Any basic 20 inch unicycle (or 24 inch) will take any normal weight of adult for the purposes of learning and basic riding. If you were too heavy for the unicycle, the exertion of riding would probably finish you off! However, the strength of the unicycle does matter if you get into more extreme riding, such as riding off road, doing stunts, hopping and jumping, and so on.

Realistically, for every 10 people who buy unicycles, I bet there is only 1 who goes on to do these things. This forum is not representative of the unicycling world as a whole, in terms of the profile of the members. Read here about 6 foot drops, 3 foot jumps, 100 mile rides, and then notice that 90% of unicycles languish in sheds and garges, having been ridden only a few times.

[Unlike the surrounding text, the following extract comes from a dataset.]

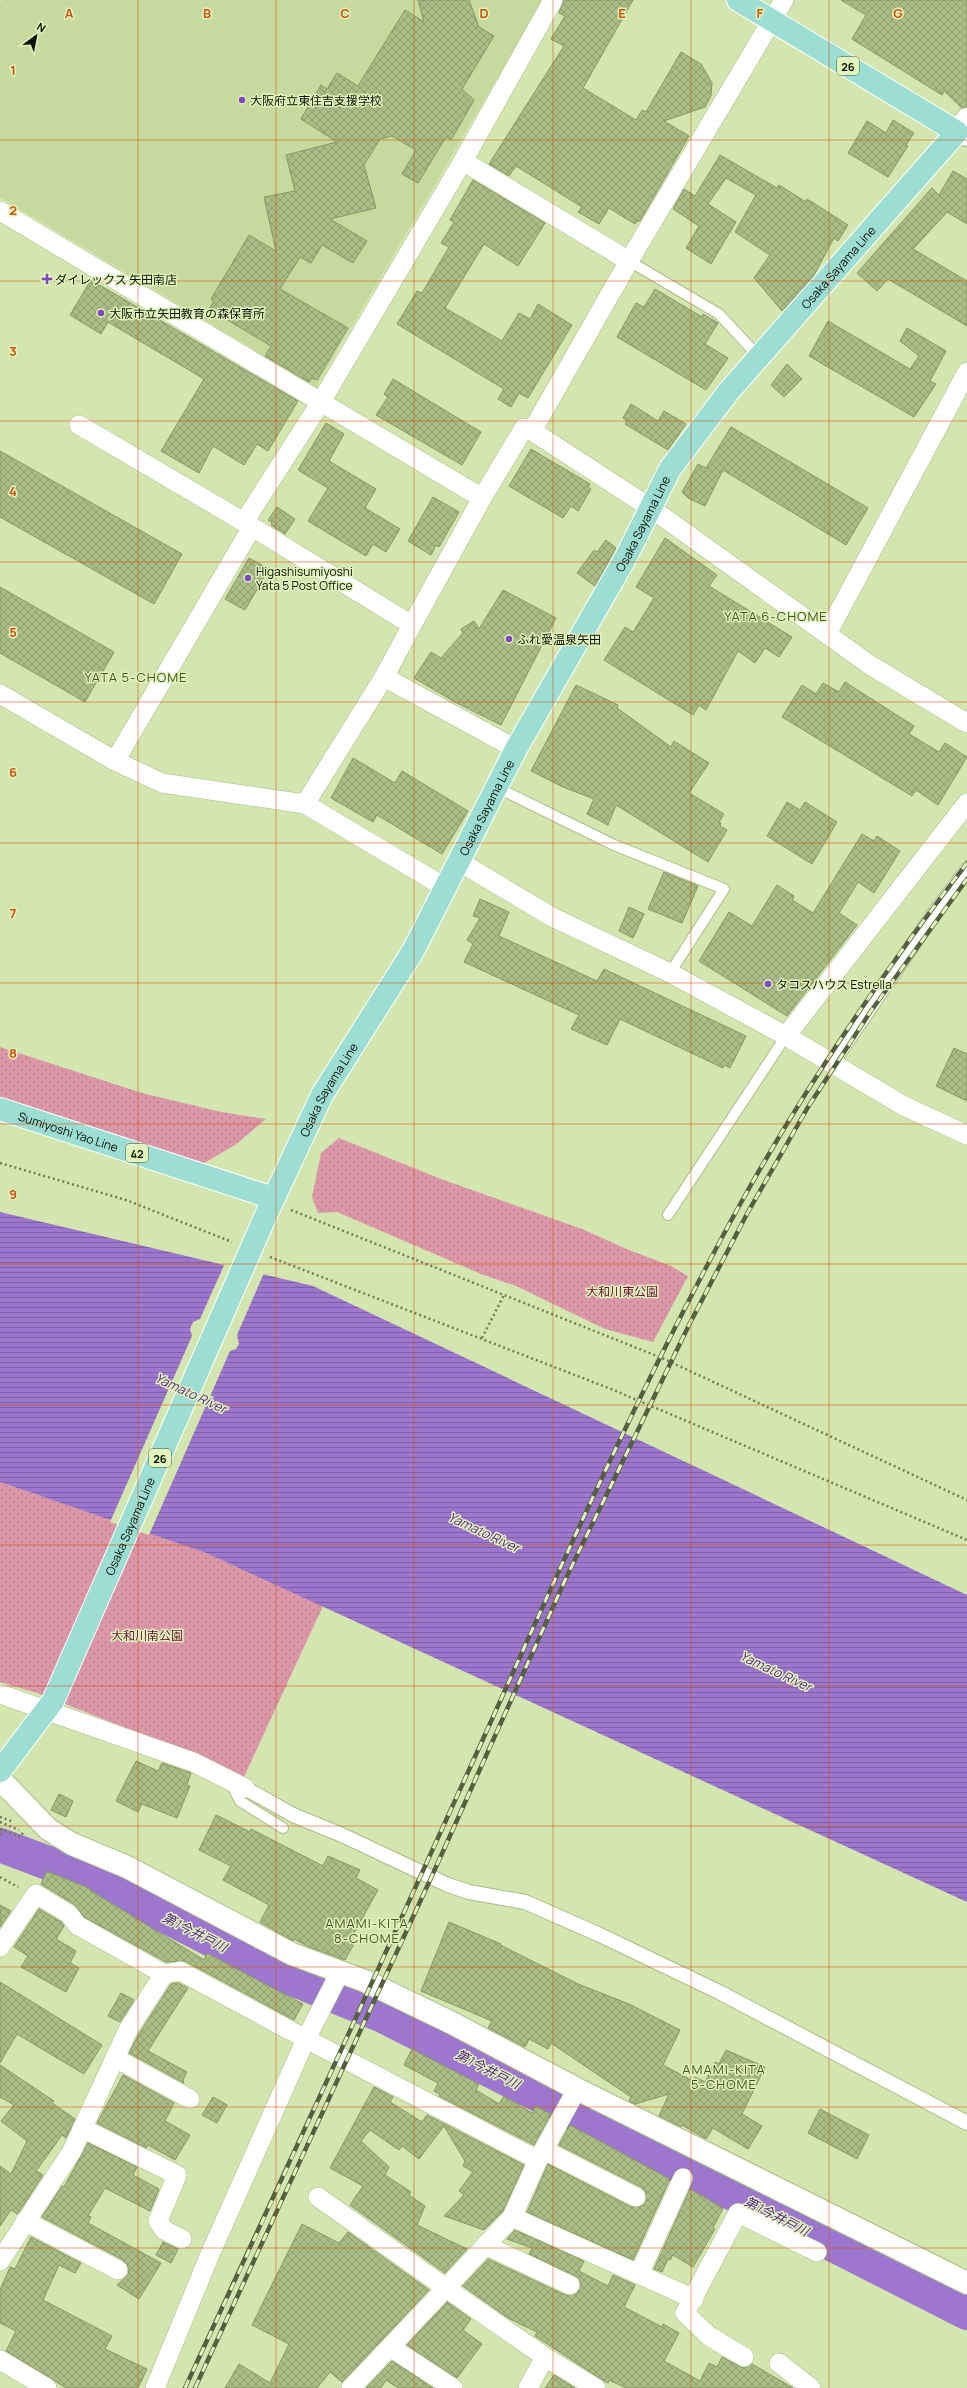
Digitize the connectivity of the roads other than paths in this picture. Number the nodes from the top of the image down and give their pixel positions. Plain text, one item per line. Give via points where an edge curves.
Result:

So, my advice remains that you should buy a decent mid range one. Later, if you 're one of the lucky 10% who get into unicycling in a big way, you may find that the strength of the unicycle becomes an issue - but by then, you will be in a position to choose one which suits you. Variables include wheel diameter, rim width, tyre section, spoke pattern and gauge, crank type, hub type, seat post diameter… if you look at the specification of the handbuilt Kris Holm 24 MUni at www.unicycle.com you will get an idea of what is available at the high end of the market.

But for now, buy, learn, enjoy, dream.

Re: I could use some advice…

On Sat, 21 Aug 2004 13:37:02 -0500, “Krashin’Kenny” wrote:

>I’m thinking that perhaps tricycle types have a one piece crank like the
>OLD pieces of junk, whereas the bicycle types have 3 piece cranksets.

That’s what I was thinking too. A kid’s tricycle usually has a single
piece of rod bent into something like a Z shape for the front wheel. A
bicycle on the other hand usually has a straight crank axle and two
separate cranks that are attached to it. If they call the former a
“tricycle style unicycle” then their advice is right. A unicycle with
this type of crank set cannot be serious.

Klaas Bil - Newsgroup Addict

I like the idea of not having to balance when out on a ride - joe

Re: I could use some advice…

“Grim_Malady” <Grim_Malady@NoEmail.Message.Poster.at.Unicyclist.com> wrote
in message
news:Grim_Malady.1bcypw@NoEmail.Message.Poster.at.Unicyclist.com
>
> Thank you all for your input - this is really helpful.
>
> Krashin’Kenny wrote:
> > *This is the 2004 model of the Torker that I was referring to:
> >
> > http://www.unicycle.com/shopping/shopexd.asp?id=675
> >

Search on ebay for “torker unicycle”. There are 2004 models for under $100.
I just got my Torker LX last month off ebay and paid $70 plus shipping.